Your instructions
Below are the entries; give again exactly the lines from the one mentioning "List all street" through the one mentioning "Give bounding boxes", inclusive.

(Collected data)
··········
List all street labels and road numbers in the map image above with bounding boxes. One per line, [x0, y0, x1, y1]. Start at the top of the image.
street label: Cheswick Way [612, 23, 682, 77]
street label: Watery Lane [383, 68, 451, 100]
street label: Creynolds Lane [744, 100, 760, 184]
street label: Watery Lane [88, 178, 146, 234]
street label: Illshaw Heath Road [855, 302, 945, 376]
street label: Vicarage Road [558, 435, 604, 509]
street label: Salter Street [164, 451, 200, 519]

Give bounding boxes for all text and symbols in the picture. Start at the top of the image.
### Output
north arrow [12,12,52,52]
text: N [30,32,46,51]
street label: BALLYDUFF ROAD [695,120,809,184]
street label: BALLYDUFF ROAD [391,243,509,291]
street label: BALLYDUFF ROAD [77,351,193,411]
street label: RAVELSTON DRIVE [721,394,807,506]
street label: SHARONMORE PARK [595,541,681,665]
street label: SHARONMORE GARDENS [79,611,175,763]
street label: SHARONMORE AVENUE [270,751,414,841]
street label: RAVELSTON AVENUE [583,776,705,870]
··········
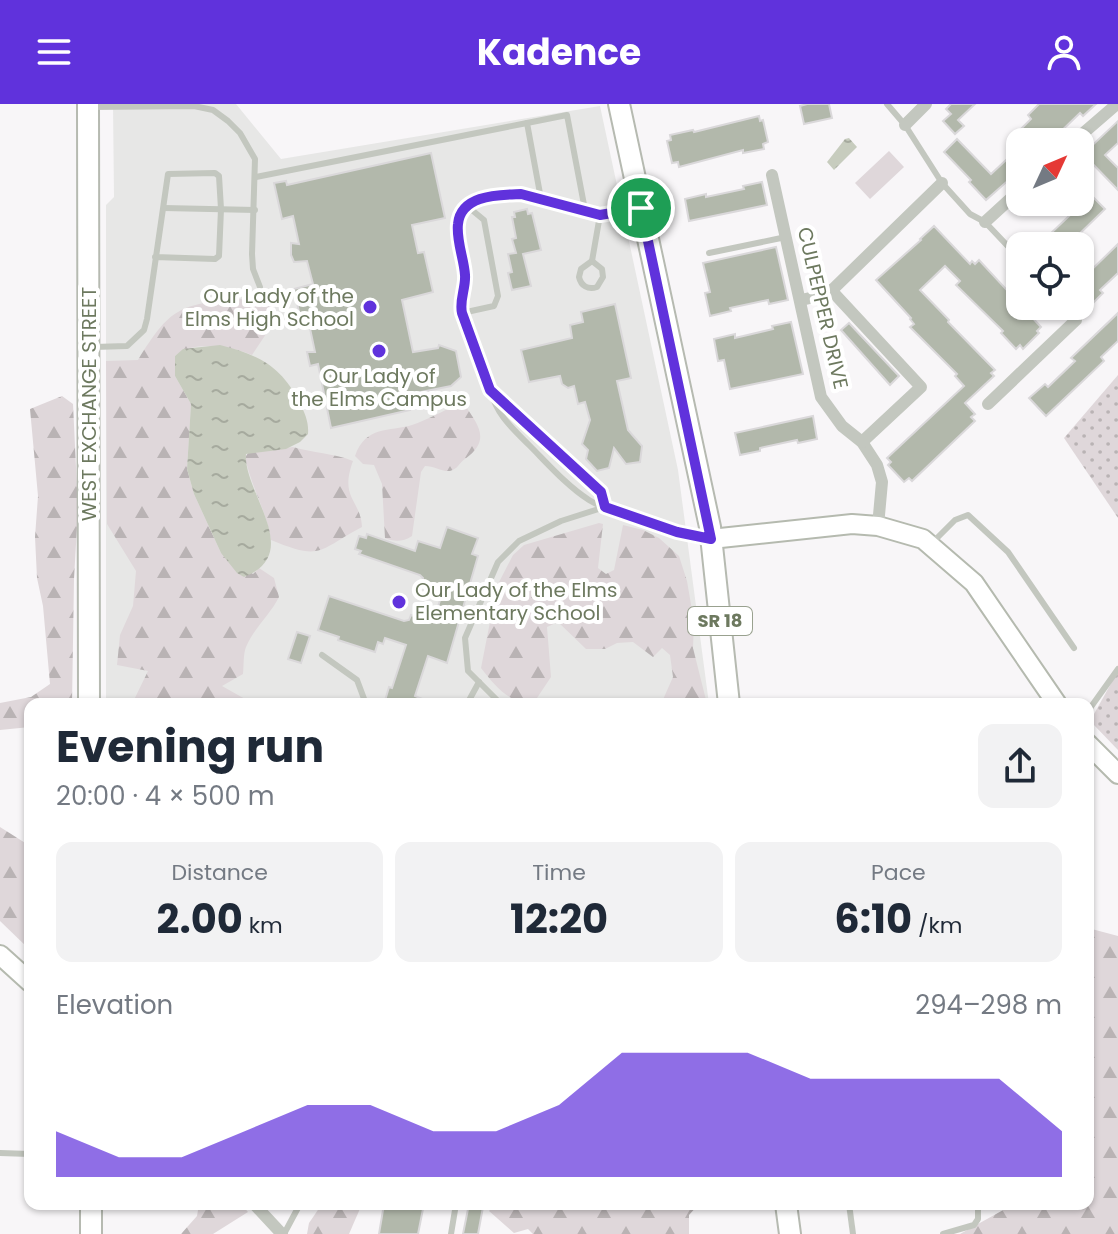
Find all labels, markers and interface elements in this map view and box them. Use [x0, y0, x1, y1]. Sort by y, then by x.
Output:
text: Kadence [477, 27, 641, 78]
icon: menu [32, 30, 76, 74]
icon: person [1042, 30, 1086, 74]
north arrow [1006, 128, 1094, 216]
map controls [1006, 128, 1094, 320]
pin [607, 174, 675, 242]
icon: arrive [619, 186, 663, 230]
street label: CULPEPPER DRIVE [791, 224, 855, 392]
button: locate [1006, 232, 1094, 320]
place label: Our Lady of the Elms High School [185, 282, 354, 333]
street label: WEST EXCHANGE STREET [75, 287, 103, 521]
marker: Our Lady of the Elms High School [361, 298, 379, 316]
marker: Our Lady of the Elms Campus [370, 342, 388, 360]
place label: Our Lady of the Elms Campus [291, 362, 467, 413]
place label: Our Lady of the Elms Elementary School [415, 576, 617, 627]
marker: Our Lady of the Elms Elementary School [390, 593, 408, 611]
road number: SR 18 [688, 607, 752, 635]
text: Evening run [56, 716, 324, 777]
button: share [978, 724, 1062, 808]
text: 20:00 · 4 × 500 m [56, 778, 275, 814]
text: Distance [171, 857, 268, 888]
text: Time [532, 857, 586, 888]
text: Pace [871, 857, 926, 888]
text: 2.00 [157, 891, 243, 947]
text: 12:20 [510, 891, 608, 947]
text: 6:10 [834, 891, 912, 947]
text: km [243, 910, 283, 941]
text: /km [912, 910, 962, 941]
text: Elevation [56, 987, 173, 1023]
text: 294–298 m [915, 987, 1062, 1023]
··········
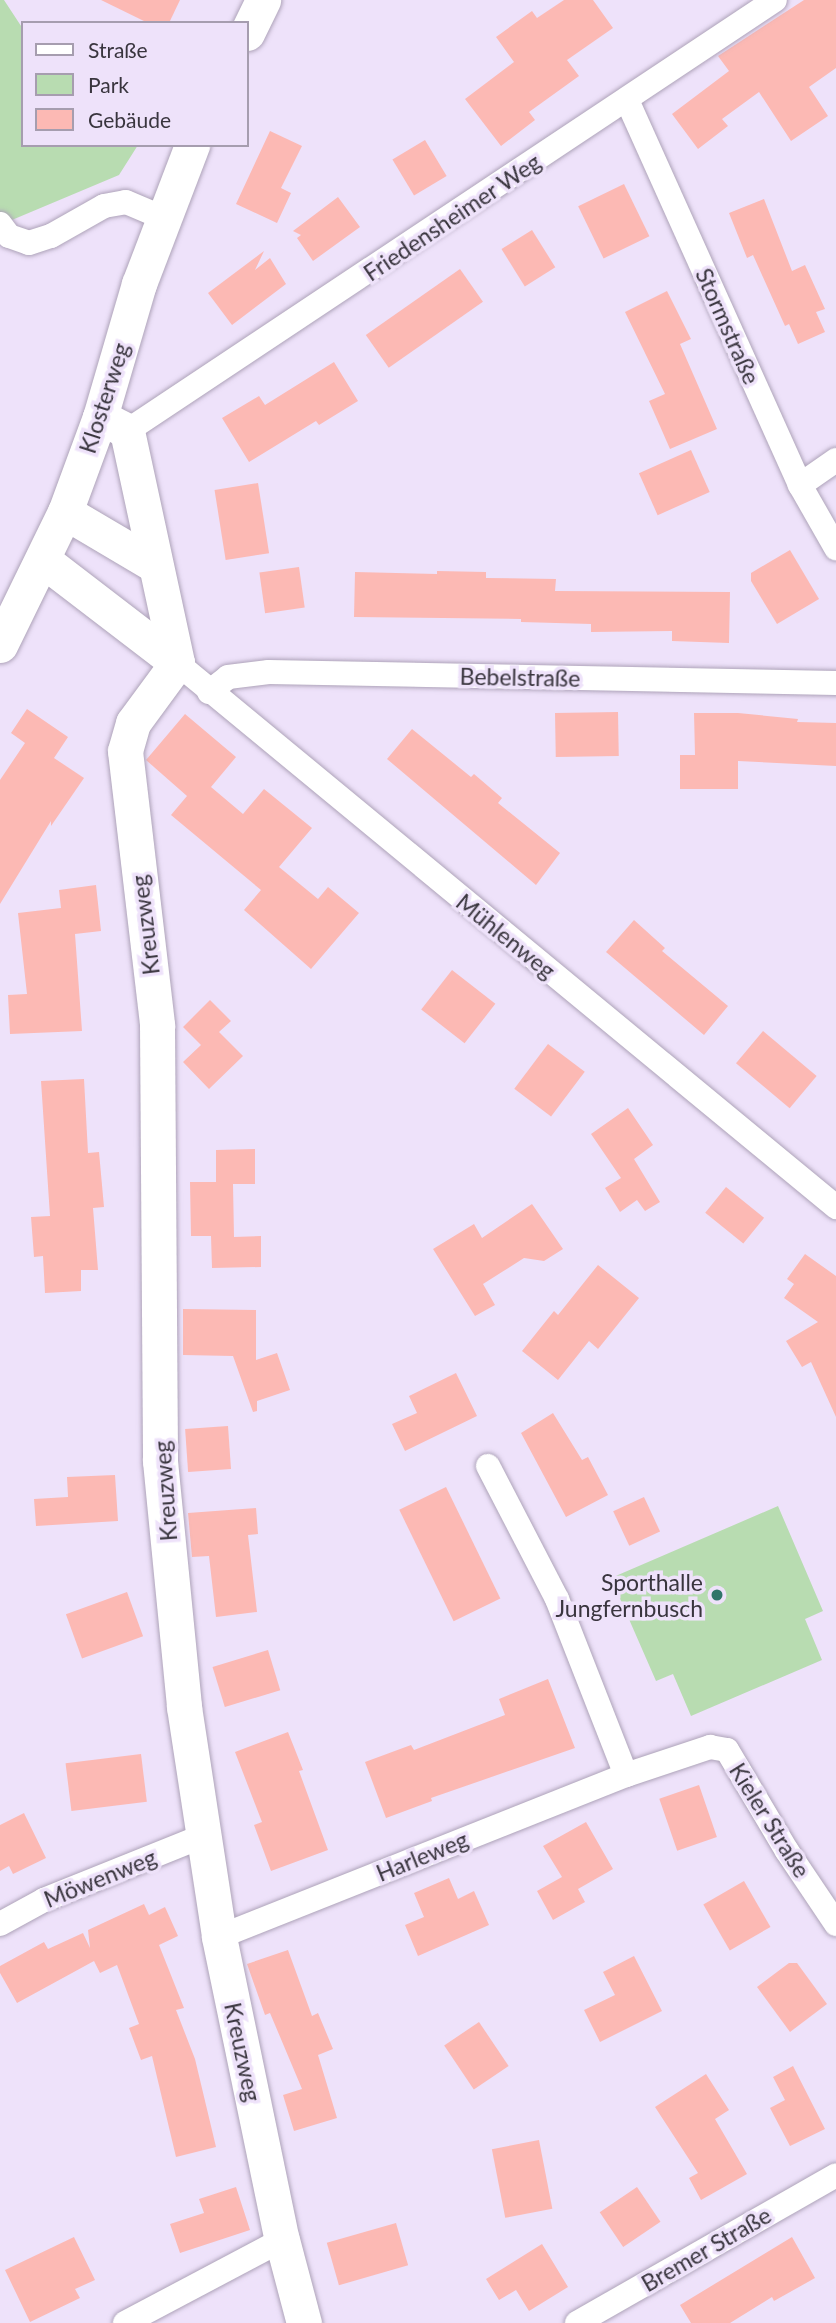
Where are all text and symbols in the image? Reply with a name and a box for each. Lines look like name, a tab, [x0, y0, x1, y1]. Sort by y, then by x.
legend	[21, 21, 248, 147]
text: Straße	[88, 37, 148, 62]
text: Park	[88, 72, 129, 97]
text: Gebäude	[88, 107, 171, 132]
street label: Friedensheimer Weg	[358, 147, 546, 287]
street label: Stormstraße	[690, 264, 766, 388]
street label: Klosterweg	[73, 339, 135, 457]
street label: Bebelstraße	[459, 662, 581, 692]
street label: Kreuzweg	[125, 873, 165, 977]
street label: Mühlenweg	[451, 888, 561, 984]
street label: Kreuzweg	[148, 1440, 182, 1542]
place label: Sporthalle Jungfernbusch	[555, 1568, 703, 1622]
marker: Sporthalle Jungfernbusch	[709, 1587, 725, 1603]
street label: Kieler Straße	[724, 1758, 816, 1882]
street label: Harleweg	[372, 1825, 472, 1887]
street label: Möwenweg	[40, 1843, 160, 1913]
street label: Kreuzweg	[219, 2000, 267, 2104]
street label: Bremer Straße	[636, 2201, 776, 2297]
··········
Finished task
List all street labels and road numbers in the map image above with bounding boxes. One per line, [x0, y0, x1, y1]. Start at the top of the image.
street label: Cheswick Way [612, 23, 682, 77]
street label: Watery Lane [383, 68, 451, 100]
street label: Creynolds Lane [744, 100, 760, 184]
street label: Watery Lane [88, 178, 146, 234]
street label: Illshaw Heath Road [855, 302, 945, 376]
street label: Vicarage Road [558, 435, 604, 509]
street label: Salter Street [164, 451, 200, 519]

Give bounding boxes for all text and symbols in the picture. Start at the top of the image.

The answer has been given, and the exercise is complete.